Exercise materials: Begin

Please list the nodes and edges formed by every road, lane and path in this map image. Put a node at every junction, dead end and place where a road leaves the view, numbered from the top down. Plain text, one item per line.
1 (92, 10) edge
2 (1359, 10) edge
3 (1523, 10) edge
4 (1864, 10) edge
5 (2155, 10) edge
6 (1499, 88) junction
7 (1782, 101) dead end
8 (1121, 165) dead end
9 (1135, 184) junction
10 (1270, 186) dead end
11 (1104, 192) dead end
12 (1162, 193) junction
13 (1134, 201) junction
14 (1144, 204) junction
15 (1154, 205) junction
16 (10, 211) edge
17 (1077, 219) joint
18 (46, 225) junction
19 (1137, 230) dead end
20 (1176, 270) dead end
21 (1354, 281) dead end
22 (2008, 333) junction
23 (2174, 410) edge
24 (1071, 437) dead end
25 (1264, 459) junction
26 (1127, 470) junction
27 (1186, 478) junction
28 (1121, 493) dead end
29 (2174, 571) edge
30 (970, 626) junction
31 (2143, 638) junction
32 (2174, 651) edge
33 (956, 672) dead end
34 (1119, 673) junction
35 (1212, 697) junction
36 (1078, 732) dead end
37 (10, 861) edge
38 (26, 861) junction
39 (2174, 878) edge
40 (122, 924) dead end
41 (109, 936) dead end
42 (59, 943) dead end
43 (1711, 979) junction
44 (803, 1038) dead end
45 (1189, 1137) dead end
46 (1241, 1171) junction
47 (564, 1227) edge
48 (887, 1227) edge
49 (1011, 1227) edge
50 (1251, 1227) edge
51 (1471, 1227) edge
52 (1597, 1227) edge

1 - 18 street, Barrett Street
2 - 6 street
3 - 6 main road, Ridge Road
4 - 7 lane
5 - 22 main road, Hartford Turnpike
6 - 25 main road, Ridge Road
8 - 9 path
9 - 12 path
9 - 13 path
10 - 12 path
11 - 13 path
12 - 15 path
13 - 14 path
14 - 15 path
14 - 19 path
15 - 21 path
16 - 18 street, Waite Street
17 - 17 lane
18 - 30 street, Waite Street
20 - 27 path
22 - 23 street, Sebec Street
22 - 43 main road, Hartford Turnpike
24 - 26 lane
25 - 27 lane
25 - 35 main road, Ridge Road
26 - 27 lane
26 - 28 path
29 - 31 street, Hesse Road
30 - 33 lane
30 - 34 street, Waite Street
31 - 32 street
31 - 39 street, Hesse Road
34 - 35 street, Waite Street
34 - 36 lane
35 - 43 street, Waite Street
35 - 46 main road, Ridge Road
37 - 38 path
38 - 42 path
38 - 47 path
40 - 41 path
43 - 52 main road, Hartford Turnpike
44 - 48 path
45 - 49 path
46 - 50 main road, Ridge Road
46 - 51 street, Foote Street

Exercise materials: End

» Your assignment
Answer with a number alone. It should equal the count of lines in the entries that hold "Hesse".

» Exercise solution
2